Os opioides e a má prática médica: um desafio assistencial
Por Silvia Tahamtani
Os opioides são os medicamentos analgésicos mais comumente usados e eficazes para dor de forte intensidade. Continuam a ser o principal tratamento analgésico para dor aguda grave, perioperatória e crônica, mas recentemente foram escrutinados devido aos níveis epidêmicos de abuso e overdose, observados, principalmente, nos Estados Unidos e Europa.
Pacientes que apresentam dores de forte intensidade, como, por exemplo, pacientes oncológicos, são candidatos ao uso dessa medicação por um tempo longo e indeterminado. Muitos deles, mesmo tendo conseguido a cura do câncer, podem permanecer com dor intensa e necessidade de tratamento para dor, perene.
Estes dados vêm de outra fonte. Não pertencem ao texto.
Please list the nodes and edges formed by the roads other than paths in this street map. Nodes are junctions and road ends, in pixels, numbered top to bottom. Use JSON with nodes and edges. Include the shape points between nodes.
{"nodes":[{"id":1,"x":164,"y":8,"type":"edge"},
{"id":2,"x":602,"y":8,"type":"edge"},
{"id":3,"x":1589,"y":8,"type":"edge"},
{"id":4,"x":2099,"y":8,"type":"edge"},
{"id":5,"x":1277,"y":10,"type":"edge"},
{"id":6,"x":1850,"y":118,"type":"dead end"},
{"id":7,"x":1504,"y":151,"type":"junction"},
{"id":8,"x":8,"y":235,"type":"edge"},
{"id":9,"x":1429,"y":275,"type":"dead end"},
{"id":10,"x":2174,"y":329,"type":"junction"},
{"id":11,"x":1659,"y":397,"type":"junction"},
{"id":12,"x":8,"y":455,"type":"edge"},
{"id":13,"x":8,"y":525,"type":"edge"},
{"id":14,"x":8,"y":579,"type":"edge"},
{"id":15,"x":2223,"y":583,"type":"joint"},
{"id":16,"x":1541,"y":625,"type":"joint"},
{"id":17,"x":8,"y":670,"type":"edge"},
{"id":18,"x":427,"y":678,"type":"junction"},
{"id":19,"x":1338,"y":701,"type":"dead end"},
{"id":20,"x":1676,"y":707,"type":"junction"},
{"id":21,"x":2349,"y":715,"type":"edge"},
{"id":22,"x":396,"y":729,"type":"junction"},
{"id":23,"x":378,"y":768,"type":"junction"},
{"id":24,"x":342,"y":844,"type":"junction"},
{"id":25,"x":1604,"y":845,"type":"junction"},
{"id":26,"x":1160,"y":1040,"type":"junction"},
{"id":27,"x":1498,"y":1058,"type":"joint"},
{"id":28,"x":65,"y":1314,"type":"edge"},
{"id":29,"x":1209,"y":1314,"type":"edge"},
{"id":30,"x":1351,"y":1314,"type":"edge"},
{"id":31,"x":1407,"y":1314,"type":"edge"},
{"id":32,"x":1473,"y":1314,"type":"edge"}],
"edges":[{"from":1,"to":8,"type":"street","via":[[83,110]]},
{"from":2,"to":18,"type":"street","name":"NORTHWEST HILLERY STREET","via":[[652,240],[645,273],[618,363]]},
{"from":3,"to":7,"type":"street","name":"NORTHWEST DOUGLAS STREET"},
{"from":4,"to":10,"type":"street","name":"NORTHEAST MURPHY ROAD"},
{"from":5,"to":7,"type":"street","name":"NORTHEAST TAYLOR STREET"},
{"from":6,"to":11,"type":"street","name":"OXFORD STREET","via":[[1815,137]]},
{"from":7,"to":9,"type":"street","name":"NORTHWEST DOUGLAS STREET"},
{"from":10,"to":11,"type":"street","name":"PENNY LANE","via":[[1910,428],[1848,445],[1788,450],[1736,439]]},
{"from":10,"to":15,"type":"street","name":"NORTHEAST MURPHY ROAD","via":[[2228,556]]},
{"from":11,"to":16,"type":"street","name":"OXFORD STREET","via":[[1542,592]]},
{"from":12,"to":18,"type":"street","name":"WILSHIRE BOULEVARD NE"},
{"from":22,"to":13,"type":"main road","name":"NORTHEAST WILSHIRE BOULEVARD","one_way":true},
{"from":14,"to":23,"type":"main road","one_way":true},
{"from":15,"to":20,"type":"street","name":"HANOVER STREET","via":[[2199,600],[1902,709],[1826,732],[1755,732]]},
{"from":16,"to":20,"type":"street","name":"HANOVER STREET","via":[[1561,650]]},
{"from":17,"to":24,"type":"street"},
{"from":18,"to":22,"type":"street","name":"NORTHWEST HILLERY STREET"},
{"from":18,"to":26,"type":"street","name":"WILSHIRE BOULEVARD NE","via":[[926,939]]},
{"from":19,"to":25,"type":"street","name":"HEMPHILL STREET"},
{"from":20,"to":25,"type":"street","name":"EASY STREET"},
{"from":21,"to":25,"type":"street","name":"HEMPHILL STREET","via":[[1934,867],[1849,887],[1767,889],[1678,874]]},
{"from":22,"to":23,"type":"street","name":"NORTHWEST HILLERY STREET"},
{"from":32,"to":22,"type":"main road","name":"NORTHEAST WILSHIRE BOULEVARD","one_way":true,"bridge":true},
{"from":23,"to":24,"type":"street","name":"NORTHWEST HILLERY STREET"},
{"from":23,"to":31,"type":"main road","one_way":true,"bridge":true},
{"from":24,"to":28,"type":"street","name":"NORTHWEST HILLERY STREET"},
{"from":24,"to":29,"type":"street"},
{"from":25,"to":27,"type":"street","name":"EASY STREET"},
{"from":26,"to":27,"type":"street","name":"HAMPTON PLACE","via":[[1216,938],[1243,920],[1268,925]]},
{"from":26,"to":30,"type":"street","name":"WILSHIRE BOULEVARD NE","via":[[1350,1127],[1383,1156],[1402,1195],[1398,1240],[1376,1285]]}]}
Nesse contexto, podem ser vistos como viciados, sendo duramente julgados e marginalizados por uma sociedade que ignora o assunto.
Como médica do grupo de DOR do Instituto do Câncer do Estado de São Paulo (ICESP) e responsável pelo seguimento de tais pacientes dentro do instituto, tenho presenciado esse sofrimento diariamente. Para exemplificar, relato o caso de paciente com diagnóstico de linfoma, que foi endereçado ao meu ambulatório por ‘ser viciado em morfina’, como a própria irmã o definia.
No primeiro atendimento ele me contou que há 10 anos havia sofrido um acidente automobilístico, ficando internado por 6 meses com dores fortíssimas e sob efeito de morfina para tratamento das múltiplas fraturas. Quando adoeceu novamente e experimentou novamente dor de forte intensidade, agora pelo câncer, solicitava incansavelmente por morfina, pois sabia do alívio que tal medicação proporcionava.
Esse comportamento dava a impressão de estar “viciado”.
Um exame clínico apurado com introdução da medicação correta (opioide e adjuvantes), uma conversa acolhedora (sem “pré conceito”), além de um olhar holístico colocando o paciente dentro do contexto atual, sem desprezar suas experiências passadas, tornou possível o controle da dor, sem nenhum comportamento suspeito até o seu falecimento.
Por muitos anos, uma das barreiras para o uso de opioides para tratar pacientes com dor crônica tem sido o medo do vício.
A dor no câncer é um fenômeno bio-psico-social-espiritual muito complexo. Ao longo da trajetória do tratamento do câncer, a exposição aos opioides costuma ser eticamente indicada, em alguns casos por longos períodos.
Contribuindo para a complexidade do tratamento da dor oncológica está a presença de abuso de substância psicoativa (cocaína, crack, heroína) anterior ou durante o tratamento. O controle da dor do câncer pode ser mais desafiador quando comparado com outros estados de dor crônica (benignas), nos quais pode ser apropriado limitar ou proibir o uso de opioides.
Cuidar de tais pacientes envolve pilares necessários para uma resposta completa: (1) conhecimento do assunto, (2) estratificação do risco, (2) tratamento ideal e adequado, (3) acompanhamento sistemático, (4) desmame da medicação, (5) reversão da overdose, (6) acompanhamento multidisciplinar.
Iniciativas como essas combaterão a má prática médica que leva muitos pacientes a um sofrimento enorme e desnecessário.
*Silvia Tahamtani é médica especializada em Dor do Instituto do Câncer do Estado de São Paulo (Icesp) e faz parte do comitê de dor oncológica da Sociedade Brasileira do Estudo da Dor (SBED).